The 3D@Home Consortium was founded in 2008 by 22 founding members, including digital media corporations like Disney, Philips, Samsung and Universal Studios. Today the alliance has over 50 member companies from more than 11 countries with representatives from the 3D eco-system spanning transmission, content creation, hardware and signaling companies. The organization's activities are carried out by five steering teams which cover the areas of content creation, distribution and transmission, education and communication, consumer products and a team dedicated to the effects of 3D TV on human physiology.

3D@Home is 3D technology-neutral among competing 3D technologies such as active-shutter, passive, color-coded or auto-stereo. According to the organization, over 1.4 million 3D TV capable TVs were sold the year the organization was founded, yet at the time, content for the home was limited. The organization has been quoted regarding the motivation of 3D content providers to bring 3D media into the home in order to offset the high cost of making 3D films.

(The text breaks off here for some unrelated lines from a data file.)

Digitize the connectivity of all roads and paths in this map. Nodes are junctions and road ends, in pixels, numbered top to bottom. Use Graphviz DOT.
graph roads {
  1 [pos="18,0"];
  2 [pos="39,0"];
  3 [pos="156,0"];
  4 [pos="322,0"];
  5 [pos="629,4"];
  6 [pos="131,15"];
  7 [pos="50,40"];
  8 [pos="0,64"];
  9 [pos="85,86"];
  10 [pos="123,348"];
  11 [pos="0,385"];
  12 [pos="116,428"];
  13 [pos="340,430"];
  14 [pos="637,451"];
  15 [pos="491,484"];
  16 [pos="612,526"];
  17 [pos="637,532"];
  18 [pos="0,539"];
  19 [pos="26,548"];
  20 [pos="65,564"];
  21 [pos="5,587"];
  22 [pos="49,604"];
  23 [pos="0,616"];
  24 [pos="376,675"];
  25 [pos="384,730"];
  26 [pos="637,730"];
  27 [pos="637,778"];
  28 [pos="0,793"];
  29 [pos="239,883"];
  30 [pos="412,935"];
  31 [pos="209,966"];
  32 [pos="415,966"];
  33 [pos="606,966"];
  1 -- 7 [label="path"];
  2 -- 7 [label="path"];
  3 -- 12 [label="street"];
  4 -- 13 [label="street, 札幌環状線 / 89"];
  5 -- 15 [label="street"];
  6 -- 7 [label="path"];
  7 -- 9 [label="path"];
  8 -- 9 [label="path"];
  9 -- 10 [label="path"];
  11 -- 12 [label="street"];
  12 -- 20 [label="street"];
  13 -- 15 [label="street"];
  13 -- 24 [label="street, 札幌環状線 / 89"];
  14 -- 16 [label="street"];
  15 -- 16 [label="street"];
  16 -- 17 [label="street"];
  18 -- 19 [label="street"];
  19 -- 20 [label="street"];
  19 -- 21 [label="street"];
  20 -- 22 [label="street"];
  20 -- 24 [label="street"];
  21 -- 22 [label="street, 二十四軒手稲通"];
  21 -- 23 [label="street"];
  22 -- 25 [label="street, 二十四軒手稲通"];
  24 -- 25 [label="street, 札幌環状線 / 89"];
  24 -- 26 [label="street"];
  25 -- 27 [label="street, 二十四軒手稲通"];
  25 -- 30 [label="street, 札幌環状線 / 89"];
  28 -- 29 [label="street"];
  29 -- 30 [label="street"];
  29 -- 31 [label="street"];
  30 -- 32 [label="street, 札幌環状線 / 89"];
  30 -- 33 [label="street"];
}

3D@Home is managed by FlexTech Alliance, a not for profit organization promoting the development of a healthy display eco-system.

==History==
- 2011 - The consortium signed a Memorandum of Understanding with the American Optometric Association (AOA) to share data and ensure eye health as it relates to 3D TV.
- 2010 - 3D@Home created a steering team focused on the effects of 3D entertainment on human physiology. The consortium leverages established relationships with 3DFIC in Korea, the 3DConsortium of Japan, C3D of China, and 3DIDA of Taiwan to ensure that the human factors activity covers the globe.
- 2010 – 3D@Home launched the consumer education site called 3D University, to help consumers learn more about 3D technology.
- 2009 – The company produced three documents to be used by Consumer Electronics Association (CEA) working groups to develop industry standards for 3D HDTVs. The documents pertain to requirements for digital interfaces, the active shutter glasses database and the passive glasses database.